* **Work to complete**:
Note each line of the entries that includes "node". Then copy those lines.

* **Entries shown**:
+--

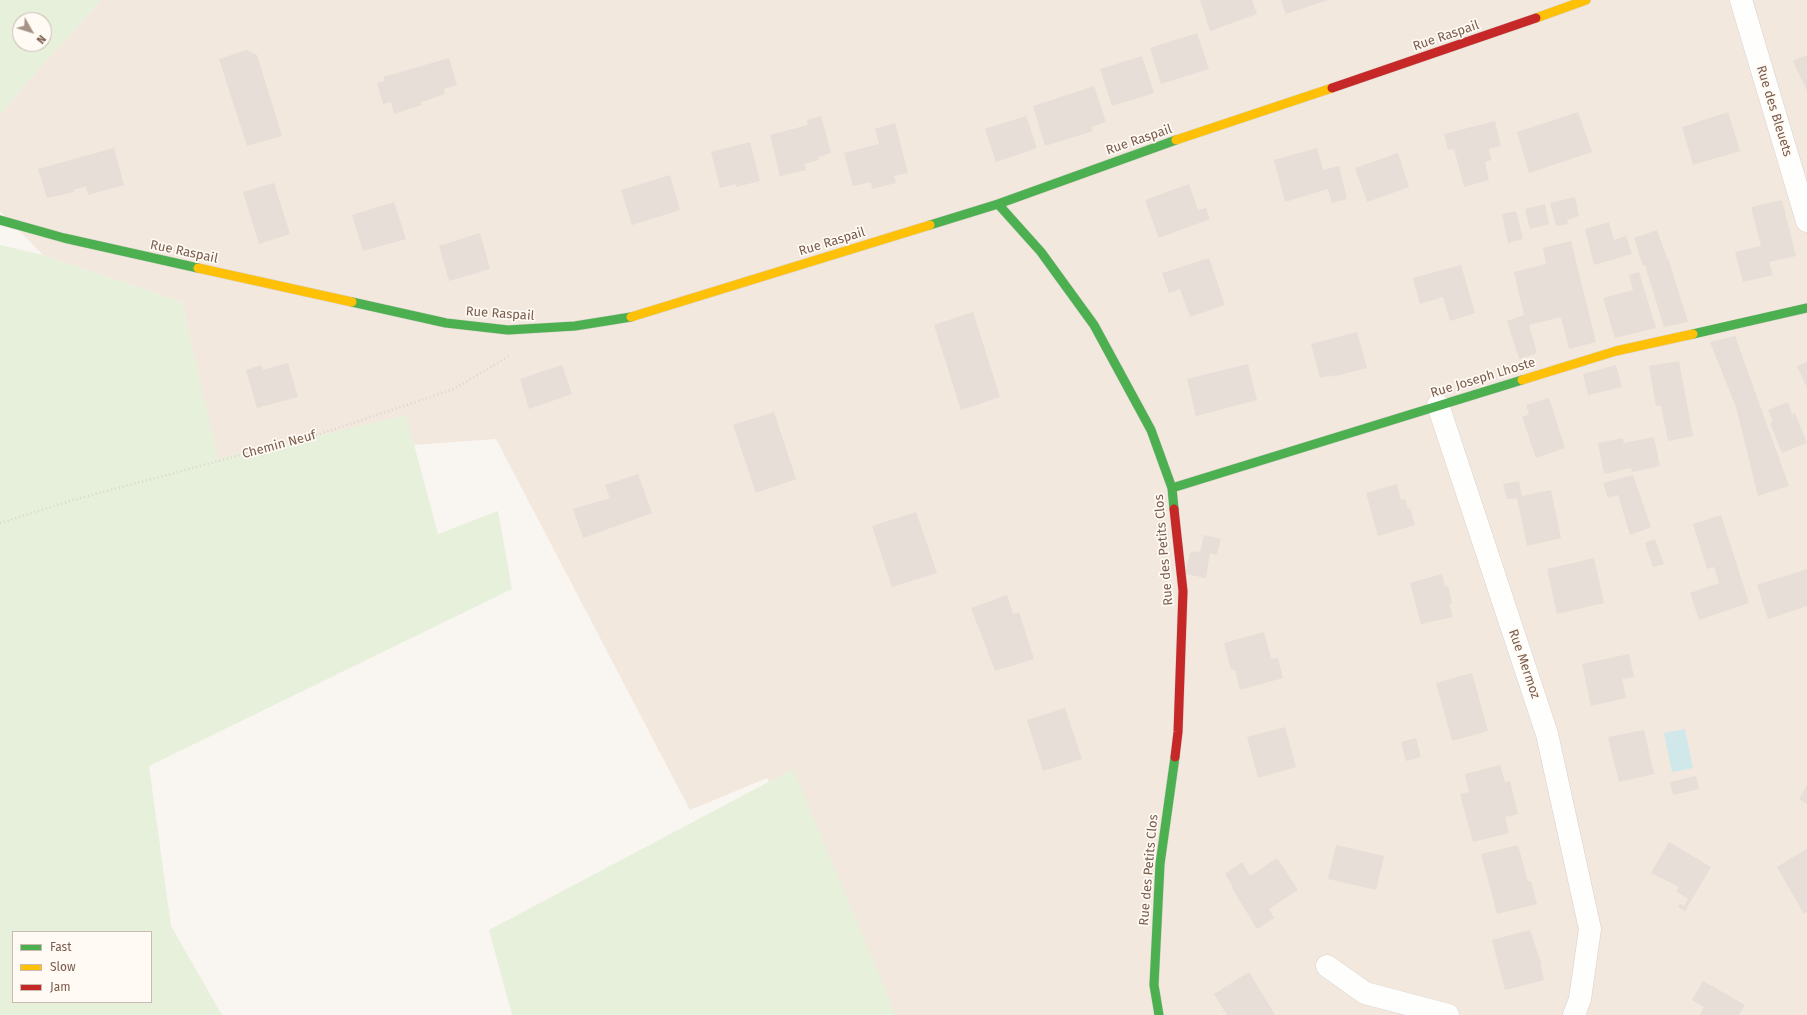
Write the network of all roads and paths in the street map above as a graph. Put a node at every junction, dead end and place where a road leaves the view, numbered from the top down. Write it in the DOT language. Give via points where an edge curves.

+--

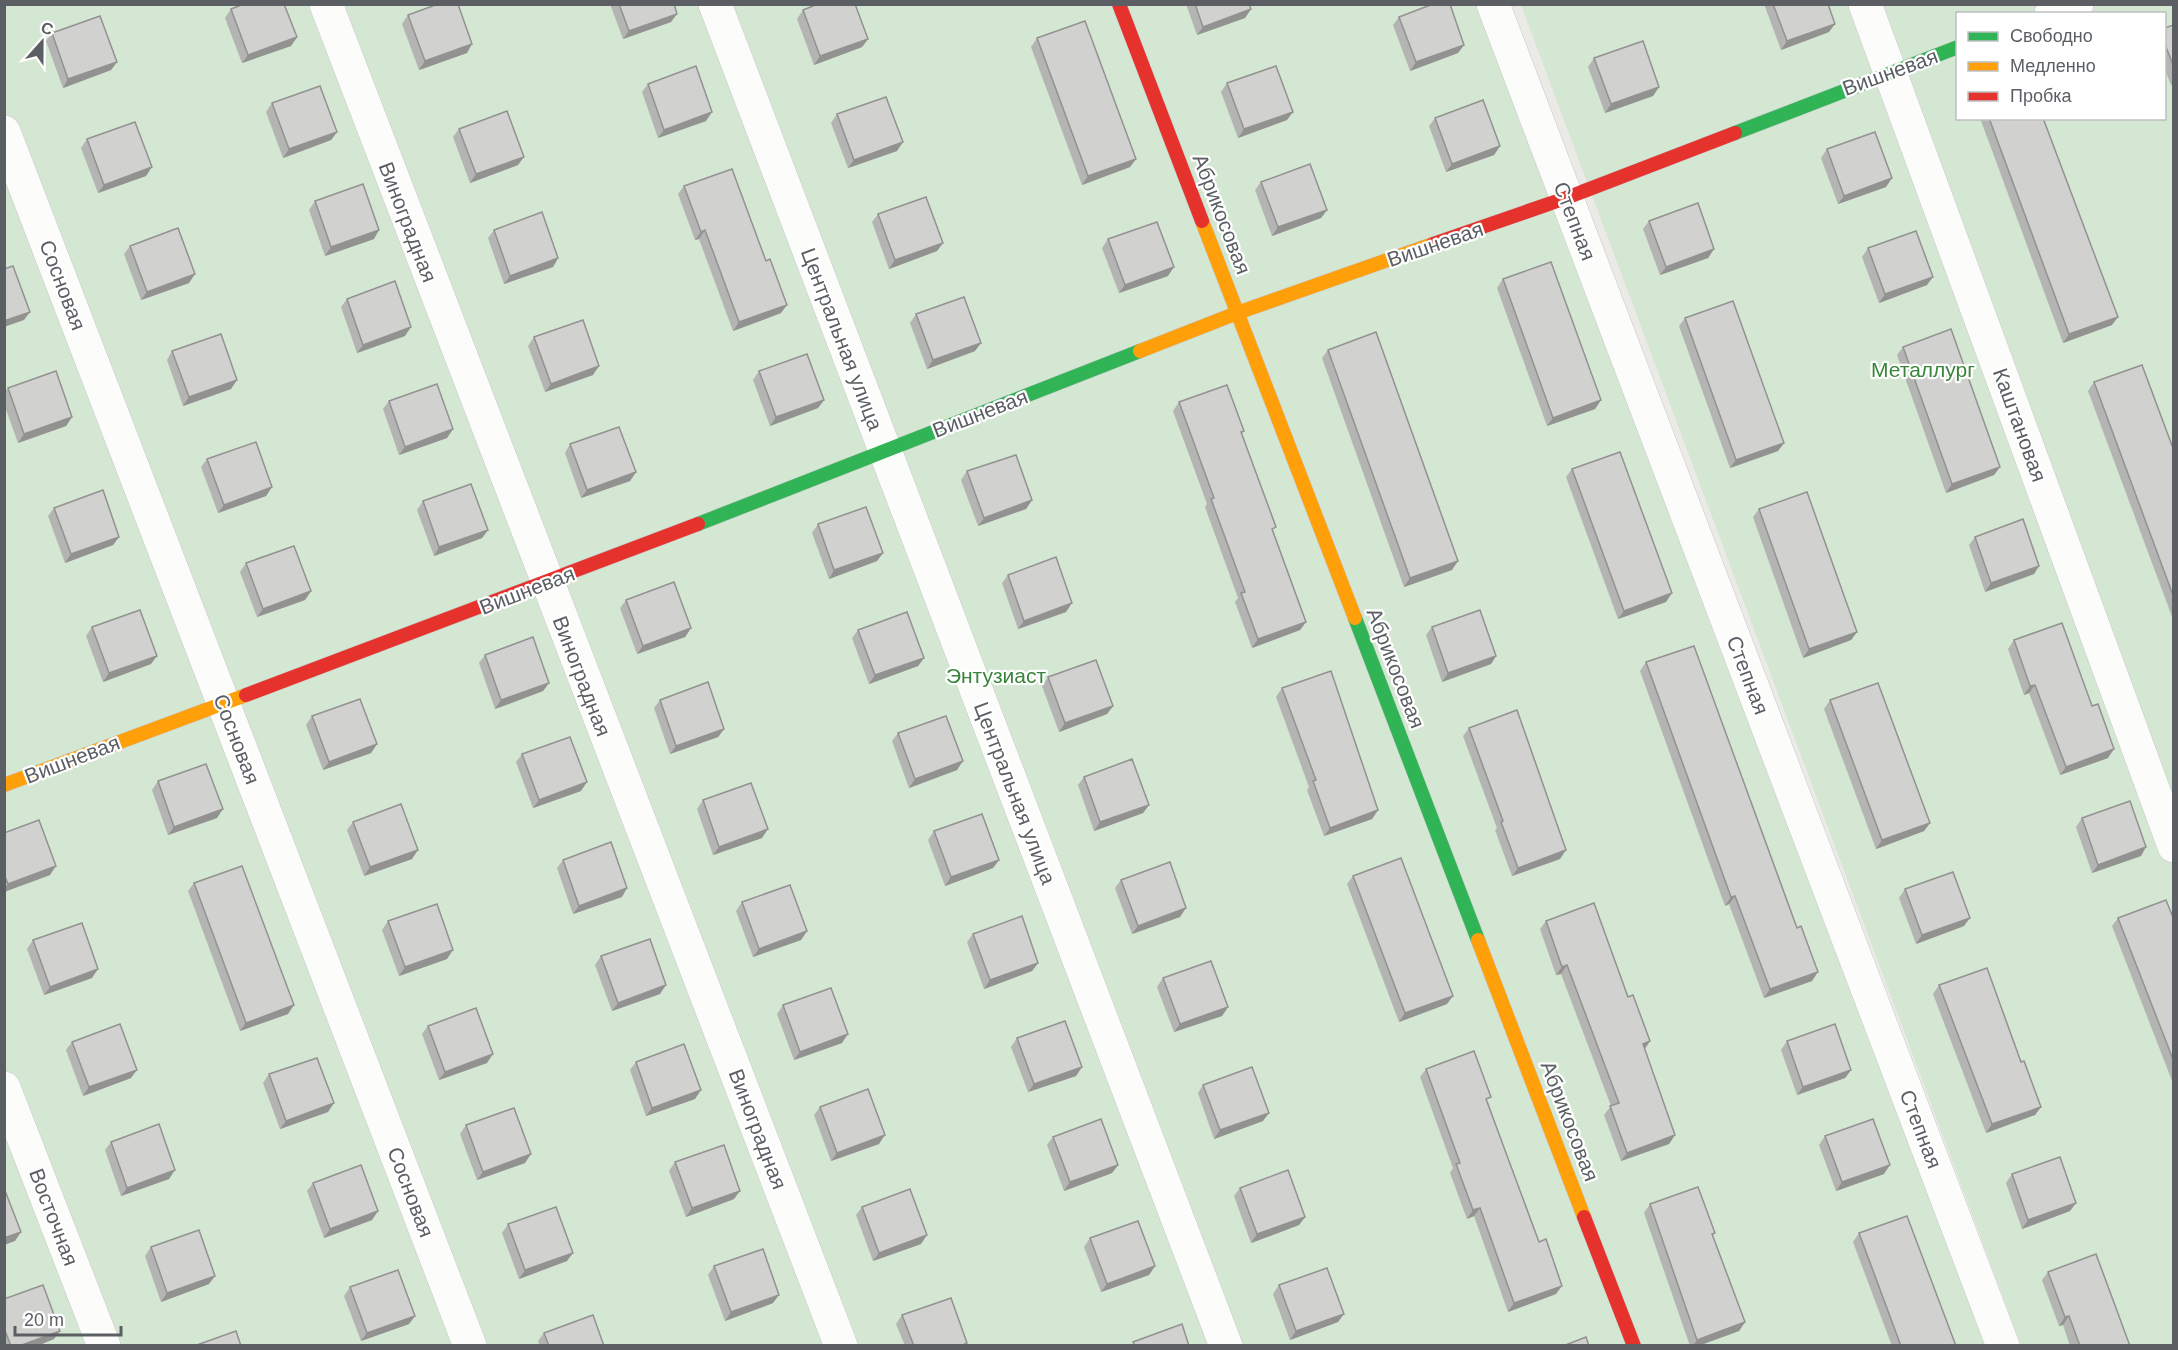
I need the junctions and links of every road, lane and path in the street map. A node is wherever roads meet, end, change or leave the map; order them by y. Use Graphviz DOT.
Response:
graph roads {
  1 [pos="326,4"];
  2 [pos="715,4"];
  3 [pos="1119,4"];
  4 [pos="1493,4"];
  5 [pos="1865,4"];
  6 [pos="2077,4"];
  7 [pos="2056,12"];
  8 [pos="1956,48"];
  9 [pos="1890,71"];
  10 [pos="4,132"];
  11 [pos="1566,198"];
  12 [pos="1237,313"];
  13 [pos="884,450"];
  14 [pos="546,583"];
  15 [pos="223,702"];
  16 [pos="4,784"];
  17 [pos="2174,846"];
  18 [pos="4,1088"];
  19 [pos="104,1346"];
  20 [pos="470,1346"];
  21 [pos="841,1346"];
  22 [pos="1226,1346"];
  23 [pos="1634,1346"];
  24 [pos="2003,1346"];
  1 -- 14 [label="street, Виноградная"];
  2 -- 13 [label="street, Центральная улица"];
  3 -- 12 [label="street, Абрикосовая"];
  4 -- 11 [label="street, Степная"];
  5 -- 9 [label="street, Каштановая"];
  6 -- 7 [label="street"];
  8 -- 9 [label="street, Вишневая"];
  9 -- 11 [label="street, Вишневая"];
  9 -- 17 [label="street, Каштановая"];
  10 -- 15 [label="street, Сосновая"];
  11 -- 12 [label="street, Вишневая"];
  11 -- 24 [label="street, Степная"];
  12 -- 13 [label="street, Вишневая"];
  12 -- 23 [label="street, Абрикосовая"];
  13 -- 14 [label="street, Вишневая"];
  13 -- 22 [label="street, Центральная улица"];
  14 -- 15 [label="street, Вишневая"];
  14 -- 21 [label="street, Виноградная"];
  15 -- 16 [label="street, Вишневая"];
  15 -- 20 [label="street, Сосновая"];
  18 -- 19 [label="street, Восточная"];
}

+--

* **Final answer**:
Write the network of all roads and paths in the street map above as a graph. Put a node at every junction, dead end and place where a road leaves the view, numbered from the top down. Write it in the DOT language. Give via points where an edge curves.
I need the junctions and links of every road, lane and path in the street map. A node is wherever roads meet, end, change or leave the map; order them by y. Use Graphviz DOT.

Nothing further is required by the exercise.